TASK INSTRUCTIONS
Give the following records again in full and without alteration.

PROVIDED RECORDS
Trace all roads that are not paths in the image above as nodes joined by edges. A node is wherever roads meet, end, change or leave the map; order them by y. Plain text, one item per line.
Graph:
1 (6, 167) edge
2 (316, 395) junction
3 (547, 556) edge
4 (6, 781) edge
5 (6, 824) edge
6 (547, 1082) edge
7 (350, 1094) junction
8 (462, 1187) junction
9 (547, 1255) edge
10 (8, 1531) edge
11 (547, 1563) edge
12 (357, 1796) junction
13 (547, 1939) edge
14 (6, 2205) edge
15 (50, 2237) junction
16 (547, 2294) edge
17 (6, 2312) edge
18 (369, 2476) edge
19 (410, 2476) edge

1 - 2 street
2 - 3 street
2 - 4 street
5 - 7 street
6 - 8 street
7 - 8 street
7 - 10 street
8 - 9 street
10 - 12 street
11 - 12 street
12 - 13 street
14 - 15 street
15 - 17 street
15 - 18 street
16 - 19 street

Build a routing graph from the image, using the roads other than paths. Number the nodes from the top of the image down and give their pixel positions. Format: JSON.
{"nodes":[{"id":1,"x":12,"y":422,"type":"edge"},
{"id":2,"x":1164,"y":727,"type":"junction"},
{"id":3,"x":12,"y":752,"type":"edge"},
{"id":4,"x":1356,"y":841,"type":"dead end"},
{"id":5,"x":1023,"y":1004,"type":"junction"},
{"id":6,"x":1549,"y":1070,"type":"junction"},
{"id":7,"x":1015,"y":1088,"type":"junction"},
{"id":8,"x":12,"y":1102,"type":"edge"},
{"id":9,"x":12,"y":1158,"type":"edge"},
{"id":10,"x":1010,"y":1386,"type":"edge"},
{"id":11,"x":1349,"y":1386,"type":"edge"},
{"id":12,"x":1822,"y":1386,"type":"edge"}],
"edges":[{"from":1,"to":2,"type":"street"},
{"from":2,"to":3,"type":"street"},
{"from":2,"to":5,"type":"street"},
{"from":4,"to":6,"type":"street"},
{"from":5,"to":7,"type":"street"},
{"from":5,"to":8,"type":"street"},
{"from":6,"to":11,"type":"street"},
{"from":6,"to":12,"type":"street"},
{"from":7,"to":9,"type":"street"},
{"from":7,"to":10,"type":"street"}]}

EXERCISE SOLUTION
Trace all roads that are not paths in the image above as nodes joined by edges. A node is wherever roads meet, end, change or leave the map; order them by y. Plain text, one item per line.
Graph:
1 (6, 167) edge
2 (316, 395) junction
3 (547, 556) edge
4 (6, 781) edge
5 (6, 824) edge
6 (547, 1082) edge
7 (350, 1094) junction
8 (462, 1187) junction
9 (547, 1255) edge
10 (8, 1531) edge
11 (547, 1563) edge
12 (357, 1796) junction
13 (547, 1939) edge
14 (6, 2205) edge
15 (50, 2237) junction
16 (547, 2294) edge
17 (6, 2312) edge
18 (369, 2476) edge
19 (410, 2476) edge

1 - 2 street
2 - 3 street
2 - 4 street
5 - 7 street
6 - 8 street
7 - 8 street
7 - 10 street
8 - 9 street
10 - 12 street
11 - 12 street
12 - 13 street
14 - 15 street
15 - 17 street
15 - 18 street
16 - 19 street

Build a routing graph from the image, using the roads other than paths. Number the nodes from the top of the image down and give their pixel positions. Format: JSON.
{"nodes":[{"id":1,"x":12,"y":422,"type":"edge"},
{"id":2,"x":1164,"y":727,"type":"junction"},
{"id":3,"x":12,"y":752,"type":"edge"},
{"id":4,"x":1356,"y":841,"type":"dead end"},
{"id":5,"x":1023,"y":1004,"type":"junction"},
{"id":6,"x":1549,"y":1070,"type":"junction"},
{"id":7,"x":1015,"y":1088,"type":"junction"},
{"id":8,"x":12,"y":1102,"type":"edge"},
{"id":9,"x":12,"y":1158,"type":"edge"},
{"id":10,"x":1010,"y":1386,"type":"edge"},
{"id":11,"x":1349,"y":1386,"type":"edge"},
{"id":12,"x":1822,"y":1386,"type":"edge"}],
"edges":[{"from":1,"to":2,"type":"street"},
{"from":2,"to":3,"type":"street"},
{"from":2,"to":5,"type":"street"},
{"from":4,"to":6,"type":"street"},
{"from":5,"to":7,"type":"street"},
{"from":5,"to":8,"type":"street"},
{"from":6,"to":11,"type":"street"},
{"from":6,"to":12,"type":"street"},
{"from":7,"to":9,"type":"street"},
{"from":7,"to":10,"type":"street"}]}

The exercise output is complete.